That's good news. I was a little worried when I ended up with a wing nut that I had no idea what to do with. They should really stop shipping that with bags that don't even come with the stupid plastic arm. The rubber tubing thing is pretty stupid too and they need to come with a float instead.


----------



## MI.FISH-N-HUNTER (Feb 11, 2010)

I believe most of the new units this year came with apparently a new float system, mine and one of my buddies both came with float and all the additional pieces that apparently went with the older style arm assembly. The float that Lowrance provide with the unit is pretty chincy, only been out four times this year and on the coldest the float stop wouldn't stay at the desired length. It will be something that I'll have to rig up, I already purchased a Vex Float and stop, but may take it back. Having only used it four times and still getting used to it, I can see it a much more informative piece of equipment than my Fl-8. I take really good care of all my equipment, I just hope this unit is a durable over time as my Vex was.

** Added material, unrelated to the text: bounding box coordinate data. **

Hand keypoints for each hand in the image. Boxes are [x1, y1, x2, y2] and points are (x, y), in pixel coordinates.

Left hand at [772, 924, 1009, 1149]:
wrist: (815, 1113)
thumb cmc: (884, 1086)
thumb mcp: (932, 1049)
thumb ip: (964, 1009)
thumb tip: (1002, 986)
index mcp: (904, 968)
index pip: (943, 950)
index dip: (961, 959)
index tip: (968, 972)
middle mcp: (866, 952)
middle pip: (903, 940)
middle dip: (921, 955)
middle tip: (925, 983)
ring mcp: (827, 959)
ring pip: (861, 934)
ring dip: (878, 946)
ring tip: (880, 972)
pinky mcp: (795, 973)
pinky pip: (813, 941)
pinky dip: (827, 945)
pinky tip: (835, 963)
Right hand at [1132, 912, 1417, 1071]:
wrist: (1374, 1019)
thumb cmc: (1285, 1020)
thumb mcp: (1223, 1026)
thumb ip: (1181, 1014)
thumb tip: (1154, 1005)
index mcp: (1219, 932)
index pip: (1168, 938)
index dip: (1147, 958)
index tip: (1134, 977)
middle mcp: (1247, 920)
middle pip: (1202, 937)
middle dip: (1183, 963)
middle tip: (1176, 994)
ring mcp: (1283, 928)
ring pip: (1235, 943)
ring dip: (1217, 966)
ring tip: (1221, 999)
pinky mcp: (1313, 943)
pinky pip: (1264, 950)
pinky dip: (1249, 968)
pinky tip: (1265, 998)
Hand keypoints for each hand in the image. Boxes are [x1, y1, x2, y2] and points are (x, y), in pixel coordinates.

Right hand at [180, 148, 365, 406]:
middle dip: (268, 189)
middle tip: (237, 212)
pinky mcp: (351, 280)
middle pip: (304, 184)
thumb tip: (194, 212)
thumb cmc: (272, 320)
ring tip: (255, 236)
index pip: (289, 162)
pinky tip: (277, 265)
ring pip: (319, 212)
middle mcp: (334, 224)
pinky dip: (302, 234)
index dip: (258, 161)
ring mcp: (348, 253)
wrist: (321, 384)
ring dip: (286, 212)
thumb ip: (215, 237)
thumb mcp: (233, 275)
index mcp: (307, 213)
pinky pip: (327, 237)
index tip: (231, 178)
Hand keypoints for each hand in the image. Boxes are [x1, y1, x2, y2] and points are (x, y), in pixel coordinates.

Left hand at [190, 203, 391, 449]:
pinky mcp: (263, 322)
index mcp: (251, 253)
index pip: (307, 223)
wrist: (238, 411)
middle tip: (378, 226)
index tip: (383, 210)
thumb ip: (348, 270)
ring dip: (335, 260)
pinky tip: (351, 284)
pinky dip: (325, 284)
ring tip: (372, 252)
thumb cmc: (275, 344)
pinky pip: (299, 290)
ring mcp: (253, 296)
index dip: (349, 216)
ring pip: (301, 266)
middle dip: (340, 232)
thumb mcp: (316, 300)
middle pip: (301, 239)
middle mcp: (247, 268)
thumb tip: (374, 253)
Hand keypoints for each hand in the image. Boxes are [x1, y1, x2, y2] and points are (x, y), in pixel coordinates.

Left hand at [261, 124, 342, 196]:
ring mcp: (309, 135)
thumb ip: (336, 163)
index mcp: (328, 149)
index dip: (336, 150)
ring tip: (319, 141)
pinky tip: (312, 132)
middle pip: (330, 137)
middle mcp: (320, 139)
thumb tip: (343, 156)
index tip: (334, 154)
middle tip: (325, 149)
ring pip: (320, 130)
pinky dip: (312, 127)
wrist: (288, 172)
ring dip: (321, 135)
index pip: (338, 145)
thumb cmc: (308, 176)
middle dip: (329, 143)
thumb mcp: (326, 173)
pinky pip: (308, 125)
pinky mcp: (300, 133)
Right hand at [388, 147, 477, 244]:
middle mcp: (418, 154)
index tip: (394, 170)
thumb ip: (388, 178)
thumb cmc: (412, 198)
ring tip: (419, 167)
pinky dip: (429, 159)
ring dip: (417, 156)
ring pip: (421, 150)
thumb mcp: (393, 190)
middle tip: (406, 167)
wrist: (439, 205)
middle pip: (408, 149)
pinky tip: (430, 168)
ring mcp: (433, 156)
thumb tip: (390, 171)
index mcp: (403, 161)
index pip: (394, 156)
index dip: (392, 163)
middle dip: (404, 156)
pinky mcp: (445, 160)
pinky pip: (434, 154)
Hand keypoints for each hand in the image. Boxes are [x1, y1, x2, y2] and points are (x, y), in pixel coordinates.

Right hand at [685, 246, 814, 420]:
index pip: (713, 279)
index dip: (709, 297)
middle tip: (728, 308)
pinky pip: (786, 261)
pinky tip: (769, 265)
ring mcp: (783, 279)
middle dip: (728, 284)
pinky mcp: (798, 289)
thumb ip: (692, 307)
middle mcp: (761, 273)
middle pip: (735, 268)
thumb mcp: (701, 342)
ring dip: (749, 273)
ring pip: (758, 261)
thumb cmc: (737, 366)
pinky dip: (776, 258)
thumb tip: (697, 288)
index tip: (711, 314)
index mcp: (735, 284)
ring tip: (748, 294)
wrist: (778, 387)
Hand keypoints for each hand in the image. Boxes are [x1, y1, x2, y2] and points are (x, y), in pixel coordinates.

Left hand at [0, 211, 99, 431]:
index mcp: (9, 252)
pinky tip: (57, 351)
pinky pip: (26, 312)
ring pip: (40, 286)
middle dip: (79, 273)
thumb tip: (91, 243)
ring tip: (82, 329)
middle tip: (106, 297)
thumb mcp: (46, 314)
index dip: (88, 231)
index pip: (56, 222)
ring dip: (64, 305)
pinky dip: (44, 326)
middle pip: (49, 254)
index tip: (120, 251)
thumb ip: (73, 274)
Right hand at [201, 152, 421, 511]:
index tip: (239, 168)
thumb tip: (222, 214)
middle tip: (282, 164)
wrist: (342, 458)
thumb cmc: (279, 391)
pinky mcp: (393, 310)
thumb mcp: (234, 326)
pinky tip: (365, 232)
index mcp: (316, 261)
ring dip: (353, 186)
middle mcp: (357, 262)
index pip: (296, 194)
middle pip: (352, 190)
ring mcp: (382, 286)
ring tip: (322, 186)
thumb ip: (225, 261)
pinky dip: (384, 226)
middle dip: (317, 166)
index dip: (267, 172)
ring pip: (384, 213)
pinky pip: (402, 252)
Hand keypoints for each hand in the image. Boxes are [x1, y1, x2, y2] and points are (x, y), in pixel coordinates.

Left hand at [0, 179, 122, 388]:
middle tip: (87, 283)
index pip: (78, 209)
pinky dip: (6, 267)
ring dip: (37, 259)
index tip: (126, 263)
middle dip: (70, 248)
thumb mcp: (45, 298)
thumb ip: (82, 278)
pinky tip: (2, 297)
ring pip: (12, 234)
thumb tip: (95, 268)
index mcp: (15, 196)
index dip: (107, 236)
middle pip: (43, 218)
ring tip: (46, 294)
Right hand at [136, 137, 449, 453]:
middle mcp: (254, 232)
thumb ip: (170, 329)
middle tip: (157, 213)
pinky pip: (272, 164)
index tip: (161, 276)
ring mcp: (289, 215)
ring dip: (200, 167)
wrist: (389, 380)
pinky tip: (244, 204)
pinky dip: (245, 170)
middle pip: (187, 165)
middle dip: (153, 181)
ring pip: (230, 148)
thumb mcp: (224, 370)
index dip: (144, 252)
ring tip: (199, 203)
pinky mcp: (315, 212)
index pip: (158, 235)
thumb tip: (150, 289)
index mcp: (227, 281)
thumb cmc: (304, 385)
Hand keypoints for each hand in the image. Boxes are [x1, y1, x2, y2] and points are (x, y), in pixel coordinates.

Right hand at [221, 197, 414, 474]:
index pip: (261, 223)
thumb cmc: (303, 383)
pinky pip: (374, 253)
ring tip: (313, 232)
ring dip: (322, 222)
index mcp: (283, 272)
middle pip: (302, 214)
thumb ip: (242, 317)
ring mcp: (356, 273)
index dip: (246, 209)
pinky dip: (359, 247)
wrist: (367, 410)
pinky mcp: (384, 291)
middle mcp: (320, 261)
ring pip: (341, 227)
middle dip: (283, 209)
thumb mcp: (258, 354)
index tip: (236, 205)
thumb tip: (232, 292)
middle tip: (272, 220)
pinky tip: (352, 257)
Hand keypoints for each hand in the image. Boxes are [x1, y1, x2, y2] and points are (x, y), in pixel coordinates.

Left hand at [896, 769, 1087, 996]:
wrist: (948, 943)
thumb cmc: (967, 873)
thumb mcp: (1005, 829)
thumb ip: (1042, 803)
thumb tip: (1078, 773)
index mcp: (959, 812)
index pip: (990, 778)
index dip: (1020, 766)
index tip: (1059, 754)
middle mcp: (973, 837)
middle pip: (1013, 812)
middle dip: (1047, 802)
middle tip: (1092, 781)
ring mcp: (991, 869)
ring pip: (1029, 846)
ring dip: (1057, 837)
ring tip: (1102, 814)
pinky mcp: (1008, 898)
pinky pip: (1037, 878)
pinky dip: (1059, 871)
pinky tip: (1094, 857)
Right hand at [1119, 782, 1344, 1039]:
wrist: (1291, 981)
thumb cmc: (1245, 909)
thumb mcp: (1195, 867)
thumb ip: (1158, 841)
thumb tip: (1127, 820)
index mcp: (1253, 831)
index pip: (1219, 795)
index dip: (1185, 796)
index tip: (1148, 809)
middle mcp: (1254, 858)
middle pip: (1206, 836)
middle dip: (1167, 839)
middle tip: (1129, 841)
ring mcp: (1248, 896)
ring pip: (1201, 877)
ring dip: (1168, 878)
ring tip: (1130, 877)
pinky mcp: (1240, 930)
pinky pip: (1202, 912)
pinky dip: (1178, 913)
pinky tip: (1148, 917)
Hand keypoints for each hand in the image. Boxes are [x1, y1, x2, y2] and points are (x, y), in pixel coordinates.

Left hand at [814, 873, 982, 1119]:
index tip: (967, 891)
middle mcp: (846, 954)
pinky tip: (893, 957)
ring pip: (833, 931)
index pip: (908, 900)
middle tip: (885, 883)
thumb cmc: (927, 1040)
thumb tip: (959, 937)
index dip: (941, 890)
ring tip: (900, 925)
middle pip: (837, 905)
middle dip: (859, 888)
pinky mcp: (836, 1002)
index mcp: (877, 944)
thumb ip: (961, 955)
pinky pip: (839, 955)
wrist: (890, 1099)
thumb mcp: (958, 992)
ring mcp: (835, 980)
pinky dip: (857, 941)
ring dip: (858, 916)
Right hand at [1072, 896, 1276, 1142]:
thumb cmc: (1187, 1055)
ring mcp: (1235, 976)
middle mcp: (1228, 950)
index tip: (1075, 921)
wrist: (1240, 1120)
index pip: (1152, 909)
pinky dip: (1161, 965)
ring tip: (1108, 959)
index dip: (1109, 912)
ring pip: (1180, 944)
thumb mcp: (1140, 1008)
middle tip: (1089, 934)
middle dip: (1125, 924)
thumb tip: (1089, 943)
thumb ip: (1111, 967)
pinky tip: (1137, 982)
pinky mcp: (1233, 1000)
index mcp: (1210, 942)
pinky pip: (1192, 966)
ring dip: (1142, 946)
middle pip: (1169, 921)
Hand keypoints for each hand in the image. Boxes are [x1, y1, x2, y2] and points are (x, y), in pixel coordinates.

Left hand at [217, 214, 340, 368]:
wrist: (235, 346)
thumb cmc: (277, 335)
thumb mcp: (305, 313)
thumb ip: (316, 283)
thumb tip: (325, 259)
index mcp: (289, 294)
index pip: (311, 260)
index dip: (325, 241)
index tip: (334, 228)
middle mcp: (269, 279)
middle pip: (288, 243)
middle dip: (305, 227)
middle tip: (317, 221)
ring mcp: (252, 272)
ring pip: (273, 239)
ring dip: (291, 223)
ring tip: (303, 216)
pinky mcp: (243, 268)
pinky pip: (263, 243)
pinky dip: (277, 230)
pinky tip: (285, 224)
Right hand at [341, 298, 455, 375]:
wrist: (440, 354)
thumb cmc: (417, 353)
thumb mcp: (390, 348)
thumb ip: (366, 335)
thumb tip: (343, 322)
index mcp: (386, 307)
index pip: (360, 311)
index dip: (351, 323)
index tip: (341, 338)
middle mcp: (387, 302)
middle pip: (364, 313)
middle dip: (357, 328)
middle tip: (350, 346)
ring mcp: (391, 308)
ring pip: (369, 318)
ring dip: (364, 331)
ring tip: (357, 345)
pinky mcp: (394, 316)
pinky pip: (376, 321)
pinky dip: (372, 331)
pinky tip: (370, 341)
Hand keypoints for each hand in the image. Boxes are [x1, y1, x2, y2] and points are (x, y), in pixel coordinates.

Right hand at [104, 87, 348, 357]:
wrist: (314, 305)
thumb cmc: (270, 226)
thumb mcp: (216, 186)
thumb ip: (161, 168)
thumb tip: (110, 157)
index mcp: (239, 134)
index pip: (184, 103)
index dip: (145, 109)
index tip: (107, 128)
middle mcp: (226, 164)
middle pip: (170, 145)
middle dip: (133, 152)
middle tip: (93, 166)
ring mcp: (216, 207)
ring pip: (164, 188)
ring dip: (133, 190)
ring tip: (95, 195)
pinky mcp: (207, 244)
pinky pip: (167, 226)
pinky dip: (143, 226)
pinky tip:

Outdoor Hub mobile, the outdoor information engine


----------



## DaveW731 (Jan 12, 2001)

I found a use for the tubing. I like to hole hop pretty actively and prefer using a long pole, so I can stay standing. Only hassle was picking up the unit each time I moved. Now Ieave the X67 on the front of my sled with my gear and tying the tubing around the float I put on the 'ducer cord and putting the other end in my pocket. That way I can pick up the ducer, drop it on the sled and move to the next hole without having to bend down.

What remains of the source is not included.